Make Allowances for Unusual Behaviors
When parents are going through something big, they often focus on finding a routine that they can keep with their kids. This is an excellent way to show children that life goes on, even when someone dies. But parents should also make allowances for their children to show unusual amounts of behaviors, including:
- Fighting with siblings
Just like adults, children go through grief in ways that can shape their behavior. They may not be able to control themselves as well as they would at other times. Parents should acknowledge this, and avoid punishing them too heavily for misbehavior related to the death of a loved one. Kids still need discipline. But they also need to know that they won’t be punished for their grief.
Offer Help When Needed
Grief is normal. Many people experience grief at a level that makes it difficult for them to follow their daily routines for a while. Some people don’t, and that includes kids. Others find that they are simply unable to find a new normal. They may struggle with a sadness so deep that they lose the ability to live.
While these reactions can be perfectly normal responses to grief, that doesn’t mean people don’t need help. Anyone, adult or child, who is desperately sad over the loss of a loved one may need additional support. Parents should offer assistance to their children as much as they can. This might come in the form of extra time to talk, appointments with a therapist or grief support group, and even medication when necessary.
Share Grief Experiences with Others
Adults often believe that it is very important for them to share their grief over a lost loved one with others. In fact, the same is also true for kids. Parents sometimes decide not to involve their kids in a memorial, thinking that it will be too sad or stressful for them. But even young children need a chance to say goodbye and to share sadness with other grieving friends and family members.
Parents can show kids the grieving process by involving them in it. This means that they should allow their children to see them feeling sad or upset about a loved one. Kids will learn from this that grief is a normal part of life, and that their feelings are valid. Allowing them the space they need to reconcile the loss can make their grief easier to bear.

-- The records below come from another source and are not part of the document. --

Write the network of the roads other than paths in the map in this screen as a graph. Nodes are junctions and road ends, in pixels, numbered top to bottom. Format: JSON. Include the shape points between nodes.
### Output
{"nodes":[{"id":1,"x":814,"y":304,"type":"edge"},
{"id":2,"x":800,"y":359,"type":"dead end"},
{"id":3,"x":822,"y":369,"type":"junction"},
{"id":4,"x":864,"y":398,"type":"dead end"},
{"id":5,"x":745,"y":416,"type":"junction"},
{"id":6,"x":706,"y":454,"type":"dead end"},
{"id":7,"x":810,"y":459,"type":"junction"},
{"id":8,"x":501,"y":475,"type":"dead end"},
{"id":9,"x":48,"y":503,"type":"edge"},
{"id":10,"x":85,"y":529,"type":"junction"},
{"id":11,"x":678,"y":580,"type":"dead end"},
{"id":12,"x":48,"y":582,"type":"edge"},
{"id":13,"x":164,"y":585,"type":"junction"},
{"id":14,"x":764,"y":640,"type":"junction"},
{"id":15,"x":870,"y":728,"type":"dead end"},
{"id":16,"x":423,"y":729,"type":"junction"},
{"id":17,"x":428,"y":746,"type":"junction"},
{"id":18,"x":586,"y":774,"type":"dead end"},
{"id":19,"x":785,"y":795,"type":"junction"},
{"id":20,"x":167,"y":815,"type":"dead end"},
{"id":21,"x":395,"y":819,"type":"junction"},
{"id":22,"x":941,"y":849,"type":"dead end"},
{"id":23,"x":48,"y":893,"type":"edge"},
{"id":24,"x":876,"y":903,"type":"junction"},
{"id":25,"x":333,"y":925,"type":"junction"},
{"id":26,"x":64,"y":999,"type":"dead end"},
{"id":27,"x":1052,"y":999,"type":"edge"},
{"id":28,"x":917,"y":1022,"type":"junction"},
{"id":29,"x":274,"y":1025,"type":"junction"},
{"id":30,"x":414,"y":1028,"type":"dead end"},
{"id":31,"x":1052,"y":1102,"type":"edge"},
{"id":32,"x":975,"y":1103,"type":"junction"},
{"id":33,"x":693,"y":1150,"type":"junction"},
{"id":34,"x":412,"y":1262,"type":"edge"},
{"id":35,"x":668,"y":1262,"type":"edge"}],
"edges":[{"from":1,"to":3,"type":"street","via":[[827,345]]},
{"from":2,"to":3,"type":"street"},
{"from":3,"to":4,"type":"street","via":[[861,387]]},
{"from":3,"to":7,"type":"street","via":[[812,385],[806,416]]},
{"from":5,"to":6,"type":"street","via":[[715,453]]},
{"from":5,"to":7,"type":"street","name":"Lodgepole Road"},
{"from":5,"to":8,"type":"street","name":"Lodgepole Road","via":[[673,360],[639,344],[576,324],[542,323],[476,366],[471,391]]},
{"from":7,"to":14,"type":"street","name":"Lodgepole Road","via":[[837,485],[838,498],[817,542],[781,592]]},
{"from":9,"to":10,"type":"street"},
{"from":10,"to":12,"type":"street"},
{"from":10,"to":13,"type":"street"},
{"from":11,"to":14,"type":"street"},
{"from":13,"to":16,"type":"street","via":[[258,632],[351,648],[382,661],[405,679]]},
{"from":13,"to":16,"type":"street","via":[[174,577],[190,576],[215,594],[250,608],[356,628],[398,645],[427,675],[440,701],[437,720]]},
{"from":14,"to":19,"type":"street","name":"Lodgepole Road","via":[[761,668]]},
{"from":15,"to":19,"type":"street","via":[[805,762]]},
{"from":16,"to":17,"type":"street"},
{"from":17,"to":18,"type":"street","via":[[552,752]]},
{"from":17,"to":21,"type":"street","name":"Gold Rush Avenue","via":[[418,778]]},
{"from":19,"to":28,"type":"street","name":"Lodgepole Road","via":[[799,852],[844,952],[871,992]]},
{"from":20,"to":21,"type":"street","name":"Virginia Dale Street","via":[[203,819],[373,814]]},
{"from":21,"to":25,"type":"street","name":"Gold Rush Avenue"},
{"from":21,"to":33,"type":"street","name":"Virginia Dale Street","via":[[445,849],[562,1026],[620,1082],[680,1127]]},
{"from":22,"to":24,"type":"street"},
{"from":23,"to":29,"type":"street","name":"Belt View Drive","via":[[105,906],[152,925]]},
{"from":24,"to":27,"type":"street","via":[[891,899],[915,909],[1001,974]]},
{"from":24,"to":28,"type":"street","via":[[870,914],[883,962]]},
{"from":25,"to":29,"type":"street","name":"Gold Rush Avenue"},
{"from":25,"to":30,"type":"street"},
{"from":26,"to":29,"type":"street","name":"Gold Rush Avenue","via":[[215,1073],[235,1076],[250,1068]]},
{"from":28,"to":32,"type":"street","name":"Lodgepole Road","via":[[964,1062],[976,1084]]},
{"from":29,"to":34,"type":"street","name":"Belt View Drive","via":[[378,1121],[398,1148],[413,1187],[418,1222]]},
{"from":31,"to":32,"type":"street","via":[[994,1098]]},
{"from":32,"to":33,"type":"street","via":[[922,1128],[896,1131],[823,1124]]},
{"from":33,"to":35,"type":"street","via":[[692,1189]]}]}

Life is shorter than death. Many people will know the grief of losing a loved one too many times to count before they themselves take a final rest. The experience is always a little different, and children may deal with it differently than their parents expect. Like grief, love is what’s needed here. Kids must learn what to expect from death, cremation, burial and other difficult subjects. Starting with love will help parents figure out where to go next. They may take comfort from letting their love guide them in answering these questions. What do kids need to know in order to understand death? And how much better will they live knowing that their grief is seen, understood, felt by the ones they love around them?